Your instructions - Leave the pictures out, and print everything else in the records exactly.

The input -
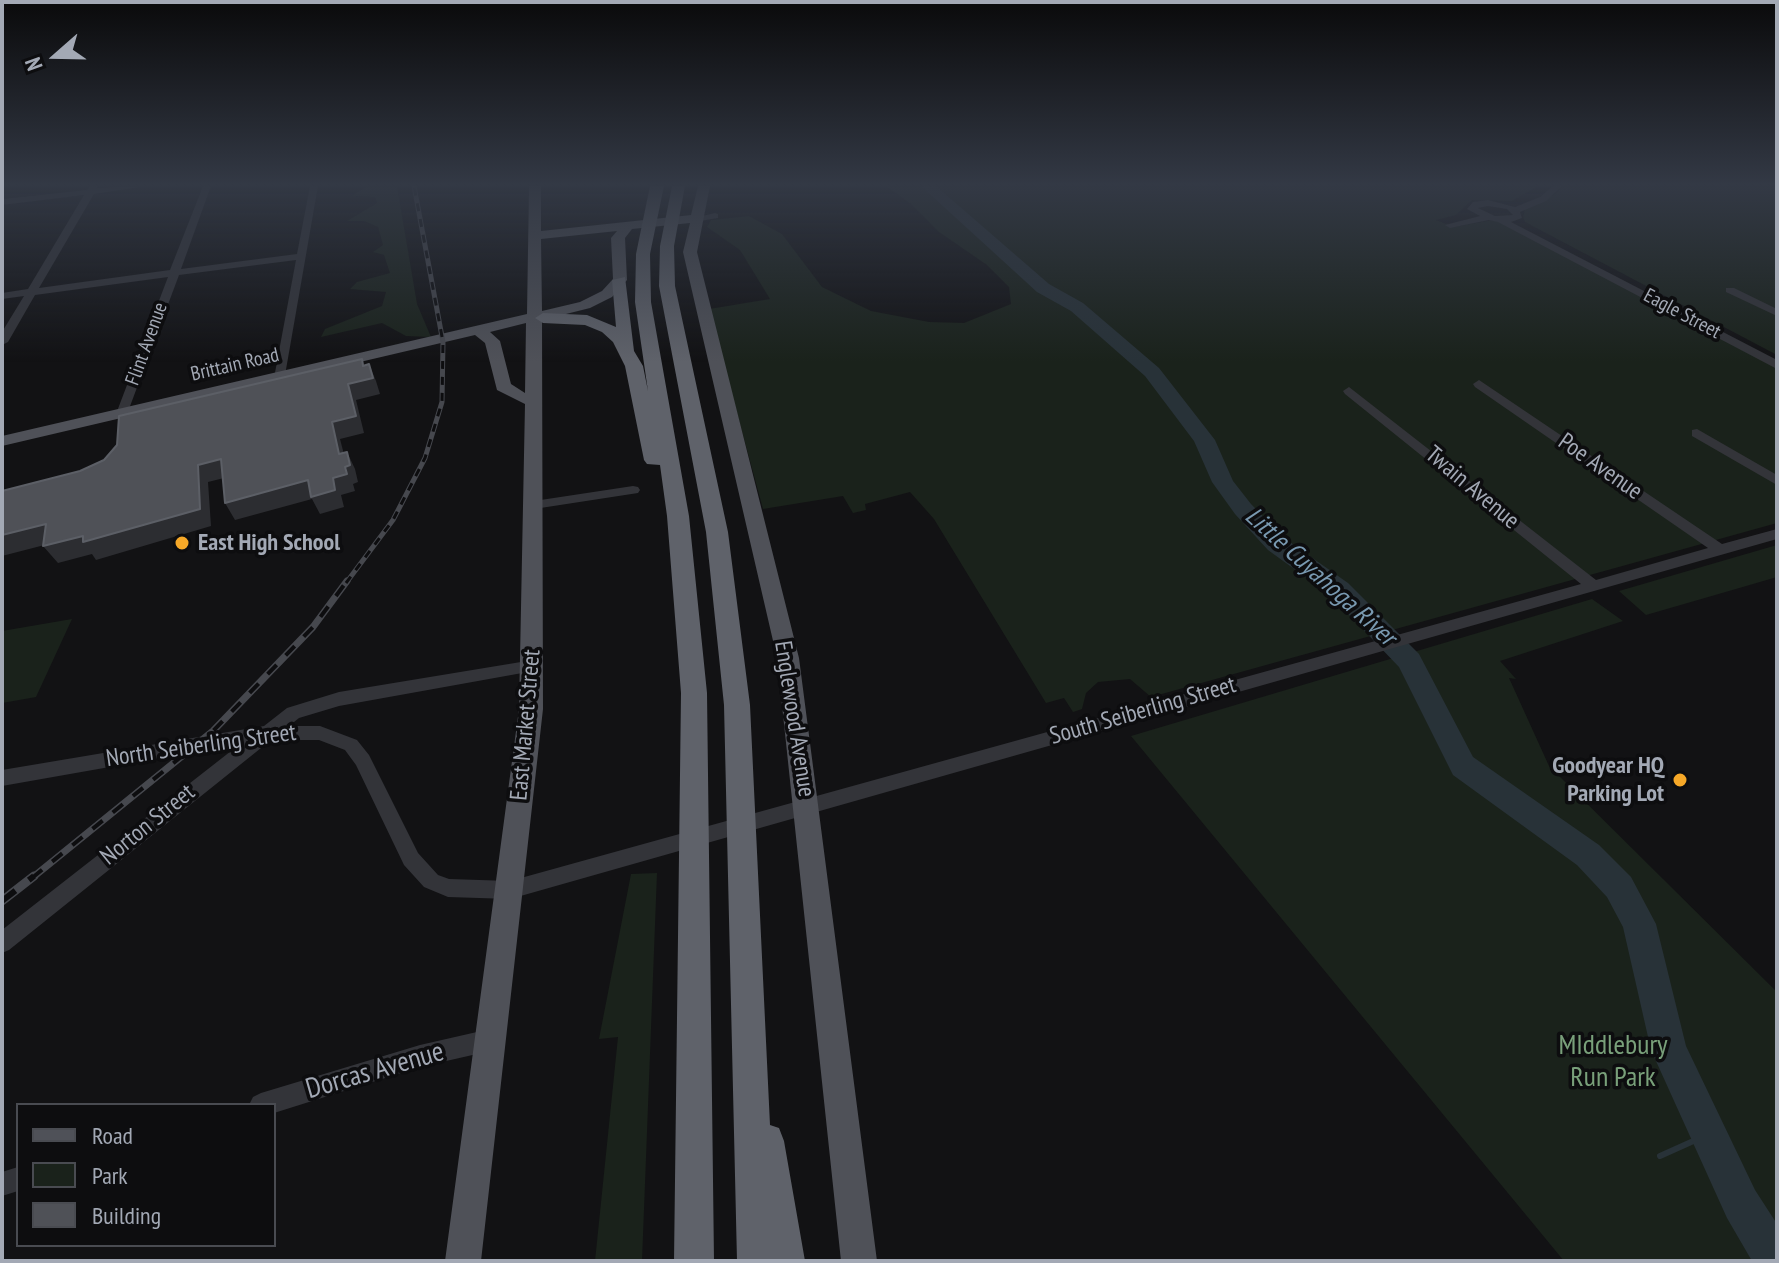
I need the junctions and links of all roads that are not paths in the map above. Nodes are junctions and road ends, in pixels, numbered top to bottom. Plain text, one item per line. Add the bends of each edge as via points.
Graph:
1 (59, 245) edge
2 (184, 245) edge
3 (303, 245) edge
4 (534, 245) edge
5 (611, 245) edge
6 (617, 245) edge
7 (638, 245) edge
8 (667, 245) edge
9 (693, 245) edge
10 (1548, 245) edge
11 (1564, 245) edge
12 (617, 249) junction
13 (301, 256) junction
14 (173, 274) junction
15 (620, 280) junction
16 (1730, 290) dead end
17 (31, 292) junction
18 (2, 296) edge
19 (1777, 313) edge
20 (543, 318) junction
21 (479, 331) junction
22 (2, 342) edge
23 (627, 350) junction
24 (1777, 357) edge
25 (1777, 365) edge
26 (280, 378) junction
27 (1479, 384) dead end
28 (1349, 391) dead end
29 (533, 401) junction
30 (122, 414) junction
31 (1697, 433) dead end
32 (2, 441) edge
33 (1777, 481) edge
34 (633, 490) dead end
35 (534, 505) junction
36 (1777, 534) edge
37 (1720, 550) junction
38 (686, 580) junction
39 (1594, 586) junction
40 (533, 666) junction
41 (266, 733) junction
42 (2, 778) edge
43 (808, 807) junction
44 (510, 890) junction
45 (2, 943) edge
46 (749, 1036) junction
47 (490, 1040) junction
48 (267, 1103) edge
49 (463, 1261) edge
50 (691, 1261) edge
51 (757, 1261) edge
52 (785, 1261) edge
53 (859, 1261) edge

1 - 17 street
2 - 14 street, Flint Avenue
3 - 13 street
4 - 29 main road, East Market Street
5 - 12 main road
6 - 12 main road
7 - 38 highway
8 - 46 highway via 670,302 717,532 728,617 744,843
9 - 43 main road, Englewood Avenue via 690,252 788,658
10 - 25 street, Eagle Street
11 - 24 street, Eagle Street
12 - 15 main road
13 - 14 street
13 - 26 street
14 - 17 street
14 - 30 street, Flint Avenue
15 - 20 main road, Brittain Road via 596,301
15 - 23 highway
16 - 19 street
17 - 18 street
17 - 22 street
20 - 21 main road, Brittain Road
20 - 23 highway via 596,322 611,330
21 - 26 main road, Brittain Road
21 - 29 main road via 492,341 503,386
23 - 38 highway
26 - 30 main road, Brittain Road
27 - 37 street, Poe Avenue
28 - 39 street, Twain Avenue
29 - 35 main road, East Market Street
30 - 32 main road, Brittain Road
31 - 33 street
34 - 35 street
35 - 40 main road, East Market Street
36 - 37 street, South Seiberling Street
37 - 39 street, South Seiberling Street
38 - 50 highway via 695,706 697,858
39 - 43 street, South Seiberling Street
40 - 41 street, Norton Street via 329,701 293,713
40 - 44 main road, East Market Street
41 - 42 street, North Seiberling Street
41 - 44 street, North Seiberling Street via 320,733 351,745 422,873 448,888
41 - 45 street, Norton Street
43 - 44 street, South Seiberling Street
43 - 53 main road, Englewood Avenue
44 - 47 main road, East Market Street
46 - 51 highway
46 - 52 highway
47 - 48 street, Dorcas Avenue
47 - 49 main road, East Market Street

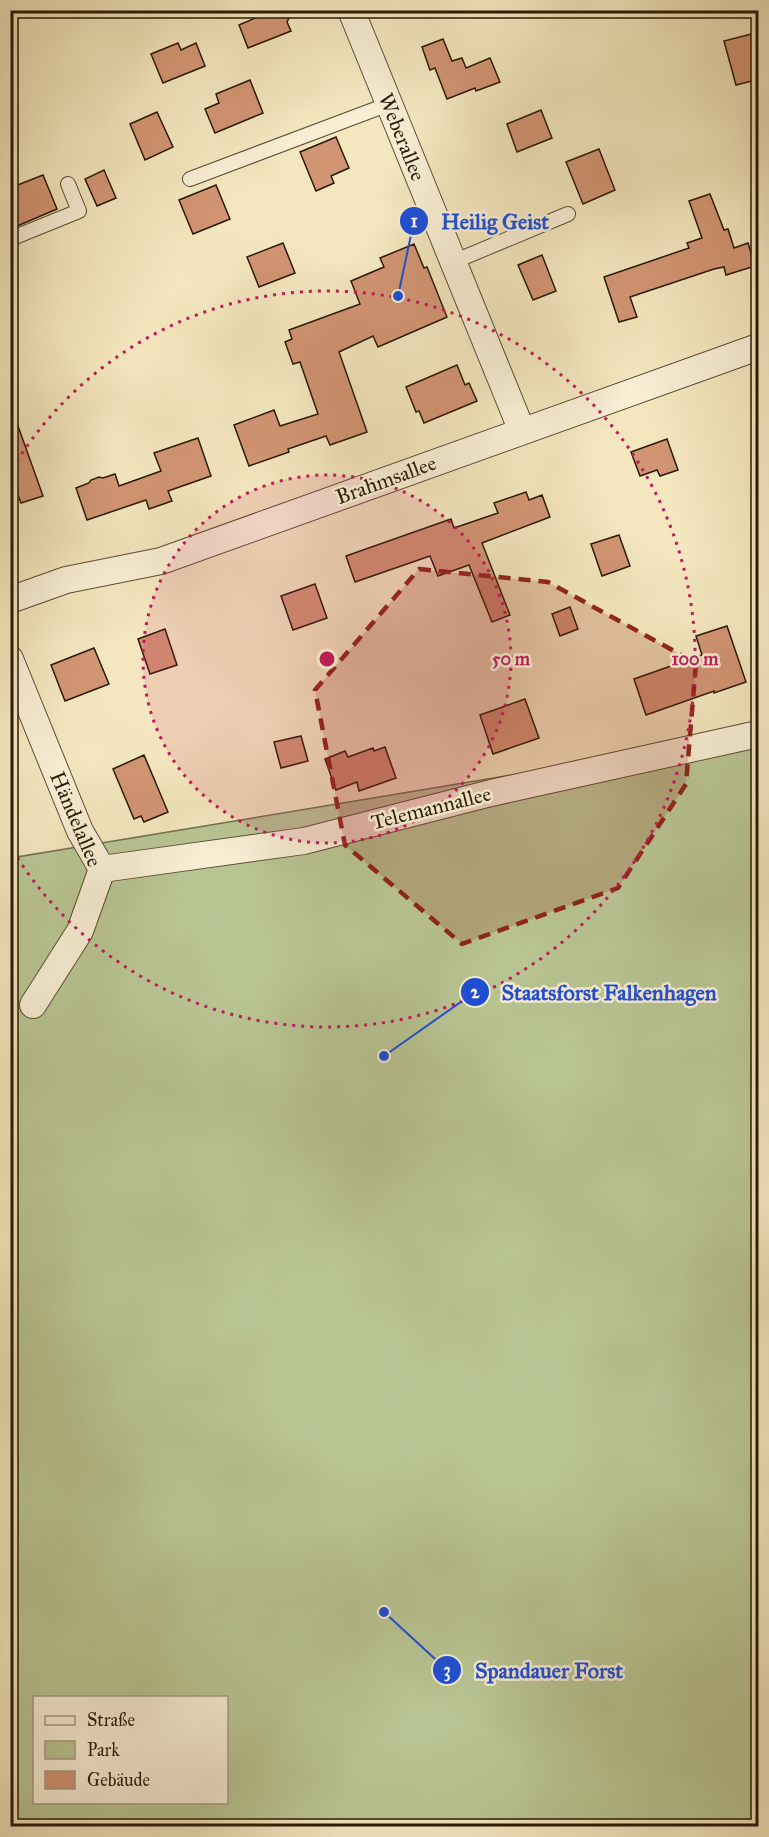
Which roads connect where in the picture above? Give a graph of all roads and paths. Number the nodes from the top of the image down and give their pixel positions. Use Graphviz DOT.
graph roads {
  1 [pos="351,10"];
  2 [pos="389,104"];
  3 [pos="190,179"];
  4 [pos="69,184"];
  5 [pos="568,214"];
  6 [pos="10,239"];
  7 [pos="453,262"];
  8 [pos="759,347"];
  9 [pos="522,431"];
  10 [pos="10,600"];
  11 [pos="10,659"];
  12 [pos="759,734"];
  13 [pos="102,869"];
  14 [pos="33,1005"];
  1 -- 2 [label="street, Weberallee"];
  2 -- 3 [label="lane"];
  2 -- 7 [label="street, Weberallee"];
  4 -- 6 [label="lane"];
  5 -- 7 [label="lane"];
  7 -- 9 [label="street, Weberallee"];
  8 -- 9 [label="street, Brahmsallee"];
  9 -- 10 [label="street, Brahmsallee"];
  11 -- 13 [label="street, Händelallee"];
  12 -- 13 [label="street, Telemannallee"];
  13 -- 14 [label="street, Händelallee"];
}
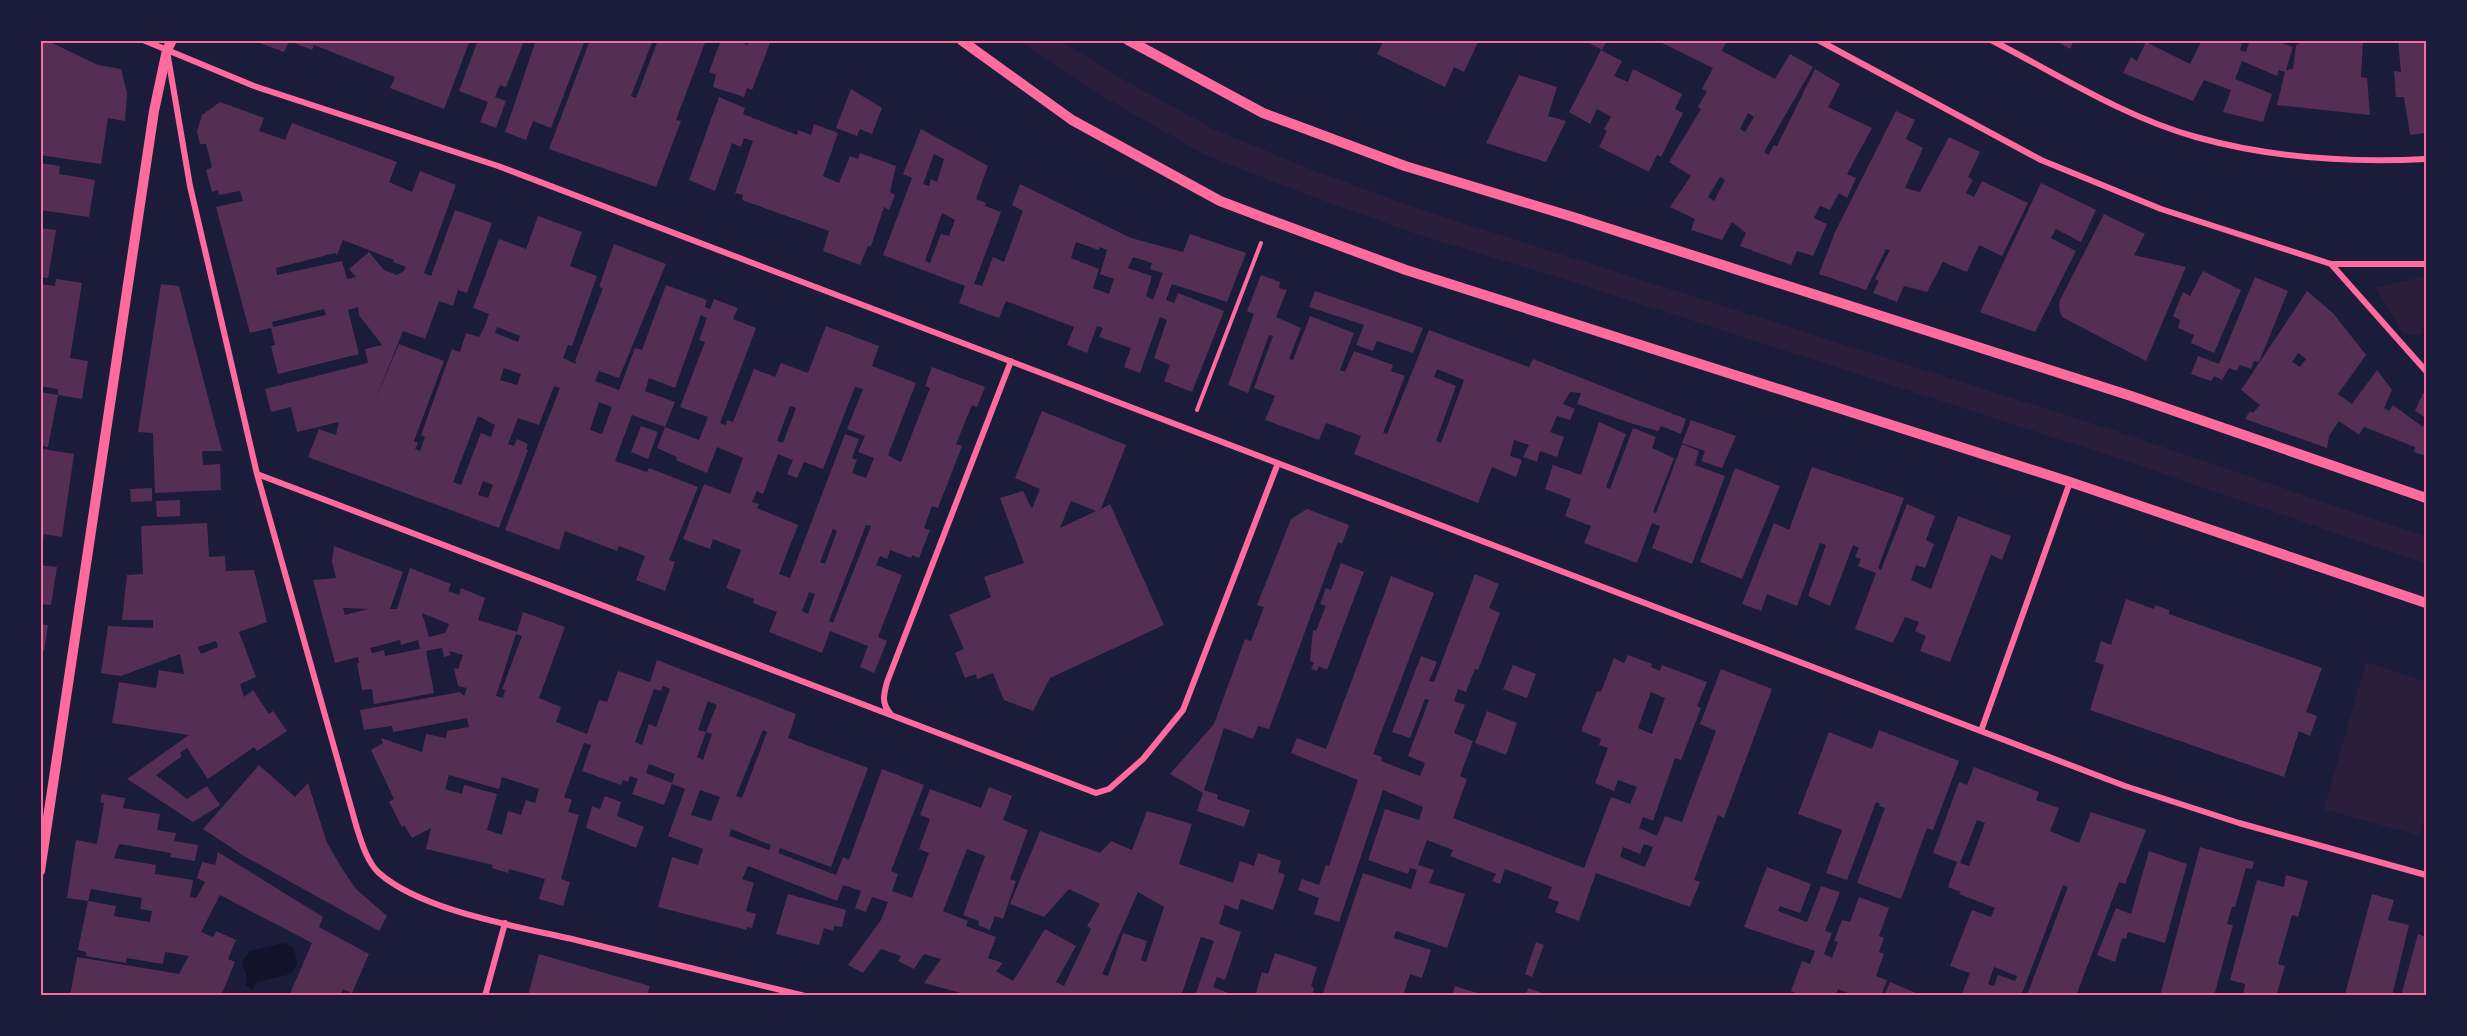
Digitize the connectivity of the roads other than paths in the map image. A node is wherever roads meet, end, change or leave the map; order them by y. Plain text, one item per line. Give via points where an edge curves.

Expected answer -
I need the junctions and links of all roads that are not paths in the map above. Nodes are junctions and road ends, in pixels, numbered top to bottom. Plain text, one item per line. Add the bends of each edge as via points.
Graph:
1 (59, 245) edge
2 (184, 245) edge
3 (303, 245) edge
4 (534, 245) edge
5 (611, 245) edge
6 (617, 245) edge
7 (638, 245) edge
8 (667, 245) edge
9 (693, 245) edge
10 (1548, 245) edge
11 (1564, 245) edge
12 (617, 249) junction
13 (301, 256) junction
14 (173, 274) junction
15 (620, 280) junction
16 (1730, 290) dead end
17 (31, 292) junction
18 (2, 296) edge
19 (1777, 313) edge
20 (543, 318) junction
21 (479, 331) junction
22 (2, 342) edge
23 (627, 350) junction
24 (1777, 357) edge
25 (1777, 365) edge
26 (280, 378) junction
27 (1479, 384) dead end
28 (1349, 391) dead end
29 (533, 401) junction
30 (122, 414) junction
31 (1697, 433) dead end
32 (2, 441) edge
33 (1777, 481) edge
34 (633, 490) dead end
35 (534, 505) junction
36 (1777, 534) edge
37 (1720, 550) junction
38 (686, 580) junction
39 (1594, 586) junction
40 (533, 666) junction
41 (266, 733) junction
42 (2, 778) edge
43 (808, 807) junction
44 (510, 890) junction
45 (2, 943) edge
46 (749, 1036) junction
47 (490, 1040) junction
48 (267, 1103) edge
49 (463, 1261) edge
50 (691, 1261) edge
51 (757, 1261) edge
52 (785, 1261) edge
53 (859, 1261) edge

1 - 17 street
2 - 14 street, Flint Avenue
3 - 13 street
4 - 29 main road, East Market Street
5 - 12 main road
6 - 12 main road
7 - 38 highway
8 - 46 highway via 670,302 717,532 728,617 744,843
9 - 43 main road, Englewood Avenue via 690,252 788,658
10 - 25 street, Eagle Street
11 - 24 street, Eagle Street
12 - 15 main road
13 - 14 street
13 - 26 street
14 - 17 street
14 - 30 street, Flint Avenue
15 - 20 main road, Brittain Road via 596,301
15 - 23 highway
16 - 19 street
17 - 18 street
17 - 22 street
20 - 21 main road, Brittain Road
20 - 23 highway via 596,322 611,330
21 - 26 main road, Brittain Road
21 - 29 main road via 492,341 503,386
23 - 38 highway
26 - 30 main road, Brittain Road
27 - 37 street, Poe Avenue
28 - 39 street, Twain Avenue
29 - 35 main road, East Market Street
30 - 32 main road, Brittain Road
31 - 33 street
34 - 35 street
35 - 40 main road, East Market Street
36 - 37 street, South Seiberling Street
37 - 39 street, South Seiberling Street
38 - 50 highway via 695,706 697,858
39 - 43 street, South Seiberling Street
40 - 41 street, Norton Street via 329,701 293,713
40 - 44 main road, East Market Street
41 - 42 street, North Seiberling Street
41 - 44 street, North Seiberling Street via 320,733 351,745 422,873 448,888
41 - 45 street, Norton Street
43 - 44 street, South Seiberling Street
43 - 53 main road, Englewood Avenue
44 - 47 main road, East Market Street
46 - 51 highway
46 - 52 highway
47 - 48 street, Dorcas Avenue
47 - 49 main road, East Market Street

Which roads connect where in the picture above? Give a graph of all roads and paths. Number the nodes from the top of the image down and give their pixel positions. Use Graphviz DOT.
graph roads {
  1 [pos="351,10"];
  2 [pos="389,104"];
  3 [pos="190,179"];
  4 [pos="69,184"];
  5 [pos="568,214"];
  6 [pos="10,239"];
  7 [pos="453,262"];
  8 [pos="759,347"];
  9 [pos="522,431"];
  10 [pos="10,600"];
  11 [pos="10,659"];
  12 [pos="759,734"];
  13 [pos="102,869"];
  14 [pos="33,1005"];
  1 -- 2 [label="street, Weberallee"];
  2 -- 3 [label="lane"];
  2 -- 7 [label="street, Weberallee"];
  4 -- 6 [label="lane"];
  5 -- 7 [label="lane"];
  7 -- 9 [label="street, Weberallee"];
  8 -- 9 [label="street, Brahmsallee"];
  9 -- 10 [label="street, Brahmsallee"];
  11 -- 13 [label="street, Händelallee"];
  12 -- 13 [label="street, Telemannallee"];
  13 -- 14 [label="street, Händelallee"];
}
Digitize the connectivity of the roads other than paths in the map image. A node is wherever roads meet, end, change or leave the map; order them by y. Plain text, one item per line. Give via points where an edge curves.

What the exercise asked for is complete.